Aim of the exercise: Leave out the pictures. Return every record otherwise untouched.
•••
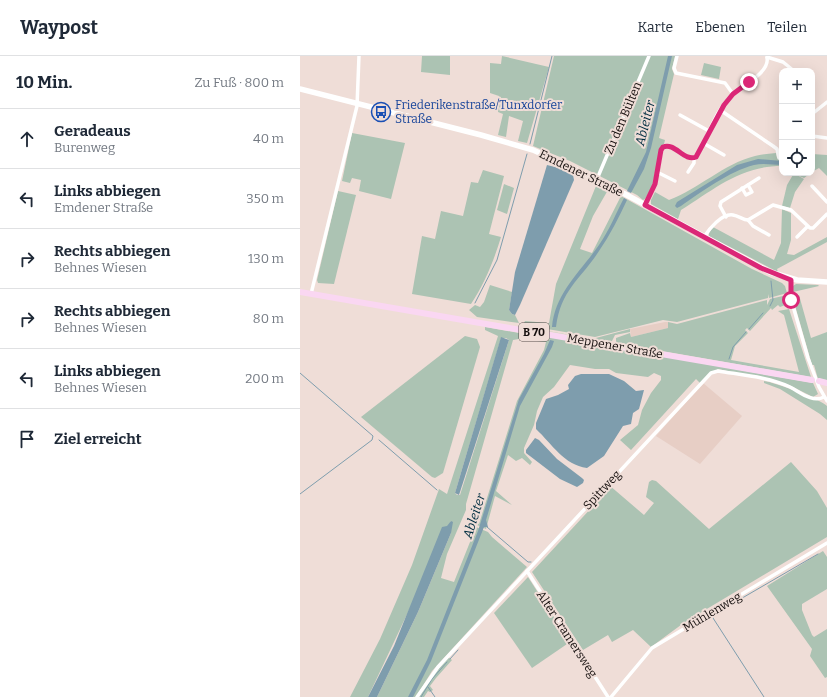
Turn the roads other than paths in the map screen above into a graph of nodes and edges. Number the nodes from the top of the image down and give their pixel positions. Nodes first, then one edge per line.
1 (360, 56) edge
2 (648, 56) edge
3 (677, 56) edge
4 (767, 57) edge
5 (790, 68) edge
6 (300, 89) edge
7 (733, 94) junction
8 (827, 102) edge
9 (357, 103) junction
10 (720, 110) junction
11 (815, 112) edge
12 (680, 115) dead end
13 (709, 131) junction
14 (815, 136) edge
15 (827, 138) edge
16 (703, 143) junction
17 (724, 155) dead end
18 (694, 158) junction
19 (779, 158) dead end
20 (657, 172) junction
21 (688, 172) dead end
22 (759, 178) dead end
23 (597, 179) junction
24 (675, 181) dead end
25 (748, 185) junction
26 (812, 186) dead end
27 (742, 188) junction
28 (827, 202) edge
29 (645, 205) junction
30 (827, 214) edge
31 (726, 217) junction
32 (748, 220) junction
33 (807, 227) junction
34 (769, 235) dead end
35 (704, 237) junction
36 (797, 237) dead end
37 (791, 280) junction
38 (827, 282) edge
39 (304, 294) edge
40 (813, 378) junction
41 (827, 383) edge
42 (819, 384) junction
43 (824, 397) junction
44 (827, 402) edge
45 (827, 543) edge
46 (527, 571) junction
47 (417, 697) edge
48 (609, 697) edge

1 - 9 street
2 - 23 street, Zu den Bülten
3 - 7 street
4 - 5 street
4 - 7 street
6 - 9 street, Emdener Straße
7 - 10 street
8 - 11 street
9 - 23 street, Emdener Straße
9 - 39 street
10 - 13 street
10 - 19 street
12 - 13 street
13 - 16 street
14 - 15 street
16 - 17 street
16 - 18 street
18 - 20 street
18 - 21 street
20 - 24 street
20 - 29 street
22 - 25 street
23 - 29 street, Emdener Straße
25 - 27 street
25 - 27 street
26 - 28 street
27 - 31 street
29 - 35 street, Emdener Straße
30 - 33 street
31 - 32 street
31 - 35 street
32 - 33 street
32 - 34 street
33 - 36 street
35 - 37 street, Emdener Straße
37 - 38 street, Emdener Straße
37 - 40 street
39 - 40 main road, Meppener Straße / B 70
40 - 42 street
41 - 42 main road
42 - 43 street
43 - 44 street
43 - 46 street, Spittweg
45 - 48 street, Mühlenweg
46 - 47 street, Spittweg
46 - 48 street, Alter Cramersweg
•••
Response area:
Turn the roads other than paths in the map screen above into a graph of nodes and edges. Number the nodes from the top of the image down and give their pixel positions. Nodes first, then one edge per line.
1 (360, 56) edge
2 (648, 56) edge
3 (677, 56) edge
4 (767, 57) edge
5 (790, 68) edge
6 (300, 89) edge
7 (733, 94) junction
8 (827, 102) edge
9 (357, 103) junction
10 (720, 110) junction
11 (815, 112) edge
12 (680, 115) dead end
13 (709, 131) junction
14 (815, 136) edge
15 (827, 138) edge
16 (703, 143) junction
17 (724, 155) dead end
18 (694, 158) junction
19 (779, 158) dead end
20 (657, 172) junction
21 (688, 172) dead end
22 (759, 178) dead end
23 (597, 179) junction
24 (675, 181) dead end
25 (748, 185) junction
26 (812, 186) dead end
27 (742, 188) junction
28 (827, 202) edge
29 (645, 205) junction
30 (827, 214) edge
31 (726, 217) junction
32 (748, 220) junction
33 (807, 227) junction
34 (769, 235) dead end
35 (704, 237) junction
36 (797, 237) dead end
37 (791, 280) junction
38 (827, 282) edge
39 (304, 294) edge
40 (813, 378) junction
41 (827, 383) edge
42 (819, 384) junction
43 (824, 397) junction
44 (827, 402) edge
45 (827, 543) edge
46 (527, 571) junction
47 (417, 697) edge
48 (609, 697) edge

1 - 9 street
2 - 23 street, Zu den Bülten
3 - 7 street
4 - 5 street
4 - 7 street
6 - 9 street, Emdener Straße
7 - 10 street
8 - 11 street
9 - 23 street, Emdener Straße
9 - 39 street
10 - 13 street
10 - 19 street
12 - 13 street
13 - 16 street
14 - 15 street
16 - 17 street
16 - 18 street
18 - 20 street
18 - 21 street
20 - 24 street
20 - 29 street
22 - 25 street
23 - 29 street, Emdener Straße
25 - 27 street
25 - 27 street
26 - 28 street
27 - 31 street
29 - 35 street, Emdener Straße
30 - 33 street
31 - 32 street
31 - 35 street
32 - 33 street
32 - 34 street
33 - 36 street
35 - 37 street, Emdener Straße
37 - 38 street, Emdener Straße
37 - 40 street
39 - 40 main road, Meppener Straße / B 70
40 - 42 street
41 - 42 main road
42 - 43 street
43 - 44 street
43 - 46 street, Spittweg
45 - 48 street, Mühlenweg
46 - 47 street, Spittweg
46 - 48 street, Alter Cramersweg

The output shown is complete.